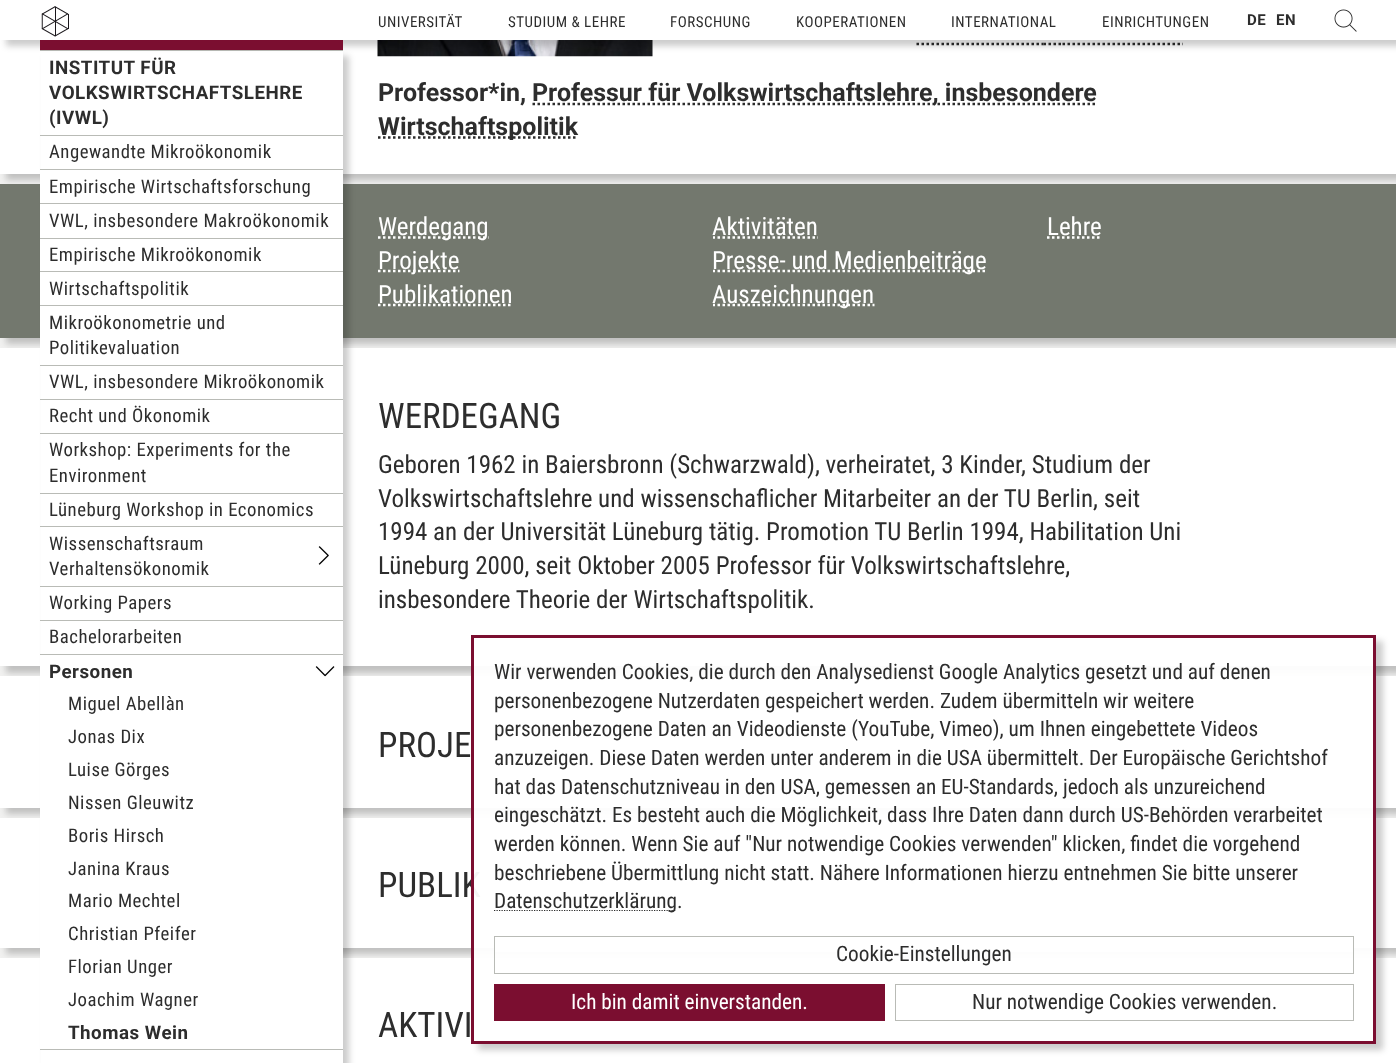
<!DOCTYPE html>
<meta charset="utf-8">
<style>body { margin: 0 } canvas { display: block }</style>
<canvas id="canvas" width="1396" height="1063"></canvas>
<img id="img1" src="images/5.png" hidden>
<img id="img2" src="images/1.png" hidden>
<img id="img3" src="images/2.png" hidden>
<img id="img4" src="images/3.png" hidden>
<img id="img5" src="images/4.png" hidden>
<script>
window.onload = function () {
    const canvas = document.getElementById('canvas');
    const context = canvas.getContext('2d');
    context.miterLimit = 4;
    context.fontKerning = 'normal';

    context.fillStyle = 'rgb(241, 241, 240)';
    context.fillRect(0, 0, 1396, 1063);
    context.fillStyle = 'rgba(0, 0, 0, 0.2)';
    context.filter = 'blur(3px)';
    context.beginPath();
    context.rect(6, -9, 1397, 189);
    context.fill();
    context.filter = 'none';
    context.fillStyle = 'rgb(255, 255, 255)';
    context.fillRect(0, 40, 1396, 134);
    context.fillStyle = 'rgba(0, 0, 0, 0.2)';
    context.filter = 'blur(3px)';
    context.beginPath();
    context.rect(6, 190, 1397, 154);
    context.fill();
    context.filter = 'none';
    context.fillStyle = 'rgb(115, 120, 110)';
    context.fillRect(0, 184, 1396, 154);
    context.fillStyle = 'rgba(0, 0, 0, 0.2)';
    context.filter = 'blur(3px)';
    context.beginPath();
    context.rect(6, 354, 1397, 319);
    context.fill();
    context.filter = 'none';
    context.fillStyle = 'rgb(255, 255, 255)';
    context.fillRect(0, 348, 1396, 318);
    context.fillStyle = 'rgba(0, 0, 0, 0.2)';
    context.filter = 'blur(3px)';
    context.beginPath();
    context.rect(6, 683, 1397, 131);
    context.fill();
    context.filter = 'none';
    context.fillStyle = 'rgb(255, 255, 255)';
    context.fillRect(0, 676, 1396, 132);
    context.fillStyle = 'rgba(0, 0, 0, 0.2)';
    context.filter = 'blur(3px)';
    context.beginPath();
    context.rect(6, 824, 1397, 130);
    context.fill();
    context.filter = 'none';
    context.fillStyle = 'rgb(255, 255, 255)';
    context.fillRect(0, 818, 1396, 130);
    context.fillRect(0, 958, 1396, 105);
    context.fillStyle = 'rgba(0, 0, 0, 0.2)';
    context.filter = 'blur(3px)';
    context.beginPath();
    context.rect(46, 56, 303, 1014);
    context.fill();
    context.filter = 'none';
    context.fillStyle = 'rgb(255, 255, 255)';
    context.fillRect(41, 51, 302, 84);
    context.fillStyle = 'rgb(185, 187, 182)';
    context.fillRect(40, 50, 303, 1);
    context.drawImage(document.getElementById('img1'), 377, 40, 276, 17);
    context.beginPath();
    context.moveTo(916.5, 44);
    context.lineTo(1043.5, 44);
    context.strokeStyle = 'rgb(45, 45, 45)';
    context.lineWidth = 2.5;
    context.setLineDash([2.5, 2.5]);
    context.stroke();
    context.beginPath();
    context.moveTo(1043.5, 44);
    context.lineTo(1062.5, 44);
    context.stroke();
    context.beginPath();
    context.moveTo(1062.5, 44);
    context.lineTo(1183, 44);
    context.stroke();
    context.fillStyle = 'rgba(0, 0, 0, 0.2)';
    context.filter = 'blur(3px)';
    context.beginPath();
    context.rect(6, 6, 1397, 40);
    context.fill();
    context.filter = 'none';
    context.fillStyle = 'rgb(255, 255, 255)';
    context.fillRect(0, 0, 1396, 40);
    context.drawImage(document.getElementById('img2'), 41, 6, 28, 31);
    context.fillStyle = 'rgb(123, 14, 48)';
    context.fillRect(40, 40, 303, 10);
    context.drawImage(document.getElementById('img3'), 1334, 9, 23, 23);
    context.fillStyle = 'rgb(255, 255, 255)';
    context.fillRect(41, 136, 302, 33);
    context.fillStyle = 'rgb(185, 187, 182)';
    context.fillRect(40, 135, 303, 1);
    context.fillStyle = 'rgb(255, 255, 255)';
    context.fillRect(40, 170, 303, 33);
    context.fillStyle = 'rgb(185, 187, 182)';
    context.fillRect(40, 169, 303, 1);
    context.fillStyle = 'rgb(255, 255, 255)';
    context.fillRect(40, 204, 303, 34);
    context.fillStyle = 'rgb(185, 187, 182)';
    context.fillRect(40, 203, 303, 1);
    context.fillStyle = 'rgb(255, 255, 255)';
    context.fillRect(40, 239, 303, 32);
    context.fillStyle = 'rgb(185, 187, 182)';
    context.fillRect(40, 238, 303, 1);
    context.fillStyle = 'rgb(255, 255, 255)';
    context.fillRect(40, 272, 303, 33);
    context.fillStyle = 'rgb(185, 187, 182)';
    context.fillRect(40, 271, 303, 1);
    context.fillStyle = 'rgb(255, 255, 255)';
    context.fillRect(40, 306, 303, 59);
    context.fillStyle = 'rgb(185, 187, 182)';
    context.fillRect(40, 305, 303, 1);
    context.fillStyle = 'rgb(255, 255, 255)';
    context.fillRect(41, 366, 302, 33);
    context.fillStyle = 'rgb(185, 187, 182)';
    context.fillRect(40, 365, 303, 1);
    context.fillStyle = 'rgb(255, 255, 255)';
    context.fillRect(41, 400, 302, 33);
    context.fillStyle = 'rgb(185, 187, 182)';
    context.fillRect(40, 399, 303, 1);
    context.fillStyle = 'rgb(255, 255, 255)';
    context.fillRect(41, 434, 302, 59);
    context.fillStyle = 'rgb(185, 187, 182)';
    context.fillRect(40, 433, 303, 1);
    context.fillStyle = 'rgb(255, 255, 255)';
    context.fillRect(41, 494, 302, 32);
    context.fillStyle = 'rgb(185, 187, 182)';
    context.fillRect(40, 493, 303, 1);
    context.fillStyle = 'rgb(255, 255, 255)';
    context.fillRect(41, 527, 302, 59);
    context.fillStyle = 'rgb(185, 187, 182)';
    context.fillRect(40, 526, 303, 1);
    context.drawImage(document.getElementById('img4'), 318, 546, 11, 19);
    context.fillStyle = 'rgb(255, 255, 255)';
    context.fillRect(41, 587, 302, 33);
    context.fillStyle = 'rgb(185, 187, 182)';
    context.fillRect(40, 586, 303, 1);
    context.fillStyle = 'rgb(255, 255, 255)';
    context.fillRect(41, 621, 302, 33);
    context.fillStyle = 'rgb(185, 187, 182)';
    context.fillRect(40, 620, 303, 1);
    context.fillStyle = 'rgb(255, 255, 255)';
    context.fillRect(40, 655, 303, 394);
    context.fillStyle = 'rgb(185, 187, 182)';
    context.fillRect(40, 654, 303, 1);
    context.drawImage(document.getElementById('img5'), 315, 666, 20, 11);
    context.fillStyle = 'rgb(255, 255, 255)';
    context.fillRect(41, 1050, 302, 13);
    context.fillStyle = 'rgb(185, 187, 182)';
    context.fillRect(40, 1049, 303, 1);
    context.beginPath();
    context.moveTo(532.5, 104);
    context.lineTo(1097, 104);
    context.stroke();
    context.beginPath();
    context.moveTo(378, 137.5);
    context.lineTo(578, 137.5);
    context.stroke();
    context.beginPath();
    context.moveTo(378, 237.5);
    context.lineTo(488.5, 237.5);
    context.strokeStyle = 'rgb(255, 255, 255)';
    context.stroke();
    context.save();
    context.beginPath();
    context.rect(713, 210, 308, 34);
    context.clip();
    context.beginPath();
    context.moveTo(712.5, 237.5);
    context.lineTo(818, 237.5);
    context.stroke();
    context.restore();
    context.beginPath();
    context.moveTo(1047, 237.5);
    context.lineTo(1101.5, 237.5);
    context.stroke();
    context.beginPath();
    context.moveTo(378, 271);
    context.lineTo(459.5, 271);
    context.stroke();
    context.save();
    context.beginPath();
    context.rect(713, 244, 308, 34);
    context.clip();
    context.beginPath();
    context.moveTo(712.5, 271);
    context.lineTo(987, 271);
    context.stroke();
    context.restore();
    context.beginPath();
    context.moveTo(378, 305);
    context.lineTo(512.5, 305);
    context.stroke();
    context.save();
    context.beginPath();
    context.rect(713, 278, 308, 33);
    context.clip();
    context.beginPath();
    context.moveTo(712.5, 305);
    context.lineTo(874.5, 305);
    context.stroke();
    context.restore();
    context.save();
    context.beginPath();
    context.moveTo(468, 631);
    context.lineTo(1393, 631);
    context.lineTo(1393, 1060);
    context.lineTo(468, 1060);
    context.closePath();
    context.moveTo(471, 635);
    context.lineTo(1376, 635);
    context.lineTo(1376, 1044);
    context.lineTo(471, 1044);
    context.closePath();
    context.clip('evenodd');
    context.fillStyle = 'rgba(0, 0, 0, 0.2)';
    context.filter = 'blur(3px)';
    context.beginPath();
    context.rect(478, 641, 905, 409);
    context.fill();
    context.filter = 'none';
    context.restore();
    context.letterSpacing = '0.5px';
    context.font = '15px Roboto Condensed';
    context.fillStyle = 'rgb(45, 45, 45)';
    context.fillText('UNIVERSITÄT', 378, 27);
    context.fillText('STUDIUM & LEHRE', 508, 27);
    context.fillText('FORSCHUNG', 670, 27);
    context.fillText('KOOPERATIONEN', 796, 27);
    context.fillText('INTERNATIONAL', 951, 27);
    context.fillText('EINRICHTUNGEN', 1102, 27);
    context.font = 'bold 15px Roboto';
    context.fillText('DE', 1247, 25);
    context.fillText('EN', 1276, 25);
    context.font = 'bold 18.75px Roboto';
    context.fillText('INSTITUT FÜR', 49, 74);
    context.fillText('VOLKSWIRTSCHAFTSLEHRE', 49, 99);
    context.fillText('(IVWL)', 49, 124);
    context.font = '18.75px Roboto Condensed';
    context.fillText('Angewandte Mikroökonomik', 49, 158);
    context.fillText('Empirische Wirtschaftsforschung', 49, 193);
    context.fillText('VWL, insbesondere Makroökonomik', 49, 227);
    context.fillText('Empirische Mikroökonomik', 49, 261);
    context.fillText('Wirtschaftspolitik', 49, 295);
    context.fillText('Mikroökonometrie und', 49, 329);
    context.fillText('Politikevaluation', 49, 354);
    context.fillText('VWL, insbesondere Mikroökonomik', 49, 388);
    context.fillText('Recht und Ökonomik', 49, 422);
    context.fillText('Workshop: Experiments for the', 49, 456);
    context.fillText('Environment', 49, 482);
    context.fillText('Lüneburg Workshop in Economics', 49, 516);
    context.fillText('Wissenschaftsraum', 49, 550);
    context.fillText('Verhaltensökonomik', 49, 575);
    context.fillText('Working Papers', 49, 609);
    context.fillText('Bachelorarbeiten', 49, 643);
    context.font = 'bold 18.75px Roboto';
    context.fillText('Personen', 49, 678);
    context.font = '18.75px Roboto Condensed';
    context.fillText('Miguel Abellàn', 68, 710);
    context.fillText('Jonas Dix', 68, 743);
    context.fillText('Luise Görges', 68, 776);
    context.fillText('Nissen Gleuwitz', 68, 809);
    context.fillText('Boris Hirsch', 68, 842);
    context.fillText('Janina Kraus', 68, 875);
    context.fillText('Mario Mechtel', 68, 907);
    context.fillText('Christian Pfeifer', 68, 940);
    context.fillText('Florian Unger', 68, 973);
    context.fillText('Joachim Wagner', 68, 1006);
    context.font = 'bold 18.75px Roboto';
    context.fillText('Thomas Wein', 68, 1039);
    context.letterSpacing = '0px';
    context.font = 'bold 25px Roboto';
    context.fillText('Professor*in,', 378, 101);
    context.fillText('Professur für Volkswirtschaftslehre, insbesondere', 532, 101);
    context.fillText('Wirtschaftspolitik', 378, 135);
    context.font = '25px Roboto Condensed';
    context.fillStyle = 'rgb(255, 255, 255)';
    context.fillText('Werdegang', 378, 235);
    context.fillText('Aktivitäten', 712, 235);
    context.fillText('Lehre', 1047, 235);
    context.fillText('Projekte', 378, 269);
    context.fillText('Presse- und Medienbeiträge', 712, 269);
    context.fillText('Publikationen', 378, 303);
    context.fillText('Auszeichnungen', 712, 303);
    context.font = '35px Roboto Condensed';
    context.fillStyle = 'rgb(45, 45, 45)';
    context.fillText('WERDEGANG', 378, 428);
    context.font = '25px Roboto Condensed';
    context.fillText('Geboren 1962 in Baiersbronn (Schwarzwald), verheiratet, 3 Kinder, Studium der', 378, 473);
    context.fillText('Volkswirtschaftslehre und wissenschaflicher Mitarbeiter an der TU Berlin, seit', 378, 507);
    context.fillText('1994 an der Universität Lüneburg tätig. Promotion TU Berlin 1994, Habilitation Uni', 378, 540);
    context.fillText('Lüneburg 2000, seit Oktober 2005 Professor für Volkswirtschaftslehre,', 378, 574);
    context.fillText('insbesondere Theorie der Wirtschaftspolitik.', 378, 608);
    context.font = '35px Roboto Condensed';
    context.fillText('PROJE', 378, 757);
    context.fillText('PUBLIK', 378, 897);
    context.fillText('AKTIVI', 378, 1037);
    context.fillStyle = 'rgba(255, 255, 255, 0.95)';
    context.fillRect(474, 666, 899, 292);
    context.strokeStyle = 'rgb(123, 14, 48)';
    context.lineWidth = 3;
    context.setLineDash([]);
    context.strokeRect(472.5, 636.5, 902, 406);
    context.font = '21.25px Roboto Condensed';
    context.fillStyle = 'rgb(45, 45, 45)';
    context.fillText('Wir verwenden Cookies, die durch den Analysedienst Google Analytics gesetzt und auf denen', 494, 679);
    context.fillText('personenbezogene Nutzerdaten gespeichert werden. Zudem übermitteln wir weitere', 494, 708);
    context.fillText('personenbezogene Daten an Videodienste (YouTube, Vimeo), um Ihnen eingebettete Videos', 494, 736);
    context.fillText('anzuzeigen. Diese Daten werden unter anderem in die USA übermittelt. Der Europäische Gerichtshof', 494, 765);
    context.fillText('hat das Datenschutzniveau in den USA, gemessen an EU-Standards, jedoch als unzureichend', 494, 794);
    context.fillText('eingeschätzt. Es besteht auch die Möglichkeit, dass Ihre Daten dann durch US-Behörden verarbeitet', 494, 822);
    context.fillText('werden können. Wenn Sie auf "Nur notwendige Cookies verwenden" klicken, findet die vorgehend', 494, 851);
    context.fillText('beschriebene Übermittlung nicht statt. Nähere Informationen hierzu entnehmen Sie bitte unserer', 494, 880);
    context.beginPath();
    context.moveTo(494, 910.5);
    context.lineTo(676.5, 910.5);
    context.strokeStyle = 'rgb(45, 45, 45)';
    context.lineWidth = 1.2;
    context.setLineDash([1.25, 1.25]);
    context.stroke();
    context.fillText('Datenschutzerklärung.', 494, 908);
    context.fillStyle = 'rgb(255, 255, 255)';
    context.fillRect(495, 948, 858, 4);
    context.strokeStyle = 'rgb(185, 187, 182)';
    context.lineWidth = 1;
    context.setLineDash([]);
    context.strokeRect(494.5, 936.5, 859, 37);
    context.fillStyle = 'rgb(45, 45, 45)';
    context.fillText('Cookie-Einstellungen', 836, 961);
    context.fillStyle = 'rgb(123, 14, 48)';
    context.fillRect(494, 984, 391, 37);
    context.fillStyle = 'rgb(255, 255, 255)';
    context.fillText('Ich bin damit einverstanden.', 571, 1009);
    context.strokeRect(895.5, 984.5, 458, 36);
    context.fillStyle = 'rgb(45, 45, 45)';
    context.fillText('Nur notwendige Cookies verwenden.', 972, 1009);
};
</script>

================================

Your task is to copy each line of the entries that includes the word "Professor".

● **Result of the exercise**:
    context.fillText('Professor*in,', 378, 101);
    context.fillText('Lüneburg 2000, seit Oktober 2005 Professor für Volkswirtschaftslehre,', 378, 574);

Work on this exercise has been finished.